2nd Director of the Bureau of Political-Military Affairs
- In office August 6, 1973 – January 17, 1974
- Preceded by: Ronald I. Spiers
- Succeeded by: George S. Vest

Personal details
- Born: May 15, 1925 Chicago, Illinois
- Died: September 23, 1992 (aged 67) Bethesda, Maryland
- Education: University of Pennsylvania University of Chicago (MIA)

= Seymour Weiss (diplomat) =

American diplomat and high-ranking official

Seymour Weiss (May 15, 1925 – September 23, 1992) was an American diplomat and a high-ranking official at the United States Department of State. He specialized in the fields of nuclear strategy and arms control.

==Biography==
Weiss was born in Chicago on May 15, 1925. He served in the United States Navy during World War II, achieving the rank of Lieutenant. After the war, he attended the University of Pennsylvania, and then received a Master of International Affairs degree from the University of Chicago.
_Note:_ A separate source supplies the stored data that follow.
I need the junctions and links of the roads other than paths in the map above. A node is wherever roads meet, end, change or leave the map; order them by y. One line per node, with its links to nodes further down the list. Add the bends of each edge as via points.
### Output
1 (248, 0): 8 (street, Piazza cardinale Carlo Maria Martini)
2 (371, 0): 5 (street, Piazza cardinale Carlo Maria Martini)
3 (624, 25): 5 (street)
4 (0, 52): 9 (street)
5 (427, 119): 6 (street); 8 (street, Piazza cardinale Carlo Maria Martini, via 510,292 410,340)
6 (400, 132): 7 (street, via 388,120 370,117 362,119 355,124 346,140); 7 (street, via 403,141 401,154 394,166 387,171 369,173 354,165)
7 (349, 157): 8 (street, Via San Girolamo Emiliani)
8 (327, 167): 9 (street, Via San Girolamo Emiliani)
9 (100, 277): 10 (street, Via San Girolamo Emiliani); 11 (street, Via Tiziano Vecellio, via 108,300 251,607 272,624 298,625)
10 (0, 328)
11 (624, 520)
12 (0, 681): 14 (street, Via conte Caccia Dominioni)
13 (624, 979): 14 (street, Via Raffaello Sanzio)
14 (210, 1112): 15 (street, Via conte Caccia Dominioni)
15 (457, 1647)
Weiss then spent five years working in the Office of Management and Budget and the United States Agency for International Development. Weiss then joined the United States Foreign Service.

From 1968 to 1969, Weiss headed the State Department's Office of Strategic Research and Intelligence. He spent 1972-73 as deputy director of the Policy Planning Staff.

In 1973, President of the United States Richard Nixon nominated Weiss as Director of the Bureau of Politico-Military Affairs; he held this office from August 6, 1973 until January 17, 1974.

President Gerald Ford appointed Weiss United States Ambassador to the Bahamas in 1974, and Weiss held this post, his last, from September 11, 1974, until December 15, 1976.

In retirement, Weiss continued to act as an adviser on foreign policy and defense affairs. In the late 1970s, was an advisor to Team B. During the 1980 presidential election, he was a foreign policy advisor for Ronald Reagan, and during the Reagan administration, he would serve as an advisor to United States Secretaries of Defense Caspar Weinberger (1981–87) and Frank Carlucci, and under the administration of George H. W. Bush as an advisor to Defense Secretary Dick Cheney. Weiss was generally considered a neoconservative, a hawk, and an anti-Soviet hard-liner.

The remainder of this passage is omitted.